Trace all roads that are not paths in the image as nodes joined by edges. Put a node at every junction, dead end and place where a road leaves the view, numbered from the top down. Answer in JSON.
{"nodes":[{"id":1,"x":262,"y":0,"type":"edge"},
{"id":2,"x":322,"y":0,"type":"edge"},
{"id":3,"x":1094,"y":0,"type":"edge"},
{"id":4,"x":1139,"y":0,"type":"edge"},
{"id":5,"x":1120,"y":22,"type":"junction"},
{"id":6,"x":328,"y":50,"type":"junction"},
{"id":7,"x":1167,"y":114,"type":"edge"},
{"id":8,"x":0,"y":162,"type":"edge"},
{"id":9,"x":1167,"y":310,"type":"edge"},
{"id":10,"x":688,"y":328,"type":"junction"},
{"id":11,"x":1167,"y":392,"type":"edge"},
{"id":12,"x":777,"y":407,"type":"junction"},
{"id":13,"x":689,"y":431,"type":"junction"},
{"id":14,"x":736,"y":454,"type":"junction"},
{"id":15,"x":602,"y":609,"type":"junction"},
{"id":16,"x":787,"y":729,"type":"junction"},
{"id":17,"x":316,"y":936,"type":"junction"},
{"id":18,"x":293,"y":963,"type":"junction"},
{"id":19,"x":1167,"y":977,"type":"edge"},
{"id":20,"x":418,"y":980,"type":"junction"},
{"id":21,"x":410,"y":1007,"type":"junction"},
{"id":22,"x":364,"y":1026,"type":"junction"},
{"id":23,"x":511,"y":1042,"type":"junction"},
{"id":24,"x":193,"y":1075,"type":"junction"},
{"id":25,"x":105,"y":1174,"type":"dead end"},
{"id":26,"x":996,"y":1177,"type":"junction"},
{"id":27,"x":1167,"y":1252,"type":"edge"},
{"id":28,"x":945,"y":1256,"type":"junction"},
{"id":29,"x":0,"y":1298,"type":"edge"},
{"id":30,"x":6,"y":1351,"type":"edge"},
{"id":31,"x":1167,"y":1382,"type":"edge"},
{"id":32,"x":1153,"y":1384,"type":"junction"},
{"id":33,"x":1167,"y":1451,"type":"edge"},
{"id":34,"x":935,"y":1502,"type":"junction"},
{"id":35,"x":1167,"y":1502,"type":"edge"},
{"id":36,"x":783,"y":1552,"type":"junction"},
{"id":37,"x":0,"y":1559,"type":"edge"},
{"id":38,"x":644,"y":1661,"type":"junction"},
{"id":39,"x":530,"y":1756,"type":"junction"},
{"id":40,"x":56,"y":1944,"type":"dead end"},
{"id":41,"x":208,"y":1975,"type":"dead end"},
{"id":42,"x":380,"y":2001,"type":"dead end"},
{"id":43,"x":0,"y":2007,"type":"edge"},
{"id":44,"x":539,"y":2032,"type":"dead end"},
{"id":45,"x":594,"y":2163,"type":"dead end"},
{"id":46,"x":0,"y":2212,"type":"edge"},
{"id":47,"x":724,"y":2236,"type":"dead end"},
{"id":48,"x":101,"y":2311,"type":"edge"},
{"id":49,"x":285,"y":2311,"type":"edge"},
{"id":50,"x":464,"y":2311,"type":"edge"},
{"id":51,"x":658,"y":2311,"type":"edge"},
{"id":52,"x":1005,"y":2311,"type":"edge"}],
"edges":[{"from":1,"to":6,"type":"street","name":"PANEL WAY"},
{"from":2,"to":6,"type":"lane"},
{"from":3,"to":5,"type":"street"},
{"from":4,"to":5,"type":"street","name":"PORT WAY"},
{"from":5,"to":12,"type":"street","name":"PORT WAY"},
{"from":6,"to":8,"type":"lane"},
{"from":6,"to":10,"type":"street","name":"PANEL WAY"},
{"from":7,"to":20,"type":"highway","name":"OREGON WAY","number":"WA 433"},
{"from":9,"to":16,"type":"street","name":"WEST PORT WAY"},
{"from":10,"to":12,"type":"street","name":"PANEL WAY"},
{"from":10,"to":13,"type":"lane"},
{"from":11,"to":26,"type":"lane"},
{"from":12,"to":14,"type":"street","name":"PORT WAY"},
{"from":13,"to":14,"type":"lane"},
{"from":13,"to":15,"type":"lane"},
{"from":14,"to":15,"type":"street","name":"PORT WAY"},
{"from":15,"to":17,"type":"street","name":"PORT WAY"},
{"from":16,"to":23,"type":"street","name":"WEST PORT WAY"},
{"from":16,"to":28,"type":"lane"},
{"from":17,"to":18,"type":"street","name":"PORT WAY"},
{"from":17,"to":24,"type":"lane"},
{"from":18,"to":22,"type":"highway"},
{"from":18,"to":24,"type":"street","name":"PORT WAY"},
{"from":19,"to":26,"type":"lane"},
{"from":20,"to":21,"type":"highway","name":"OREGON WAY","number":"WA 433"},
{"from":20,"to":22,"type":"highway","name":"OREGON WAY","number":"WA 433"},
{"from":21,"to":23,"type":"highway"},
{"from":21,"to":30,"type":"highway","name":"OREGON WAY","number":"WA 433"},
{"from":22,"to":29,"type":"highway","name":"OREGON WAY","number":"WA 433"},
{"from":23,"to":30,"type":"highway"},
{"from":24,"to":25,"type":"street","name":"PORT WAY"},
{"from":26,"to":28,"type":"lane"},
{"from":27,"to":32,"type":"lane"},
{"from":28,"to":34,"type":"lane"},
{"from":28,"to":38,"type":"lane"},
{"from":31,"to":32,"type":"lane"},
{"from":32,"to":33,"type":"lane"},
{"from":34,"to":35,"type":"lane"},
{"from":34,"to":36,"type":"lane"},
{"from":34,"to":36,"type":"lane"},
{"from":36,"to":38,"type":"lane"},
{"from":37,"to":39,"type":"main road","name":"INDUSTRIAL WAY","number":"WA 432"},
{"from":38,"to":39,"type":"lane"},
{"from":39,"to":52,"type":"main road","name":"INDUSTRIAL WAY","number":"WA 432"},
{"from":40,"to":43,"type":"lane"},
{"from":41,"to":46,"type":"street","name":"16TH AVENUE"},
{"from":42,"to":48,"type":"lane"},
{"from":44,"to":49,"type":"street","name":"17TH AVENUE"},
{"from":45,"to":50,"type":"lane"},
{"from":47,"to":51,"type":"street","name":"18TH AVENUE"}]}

= = = = =

* Work to complete: Wherever the string "nodes" is found in the listing above, copy the line that contains it.

* Reply:
Trace all roads that are not paths in the image as nodes joined by edges. Put a node at every junction, dead end and place where a road leaves the view, numbered from the top down. Answer in JSON.
{"nodes":[{"id":1,"x":262,"y":0,"type":"edge"},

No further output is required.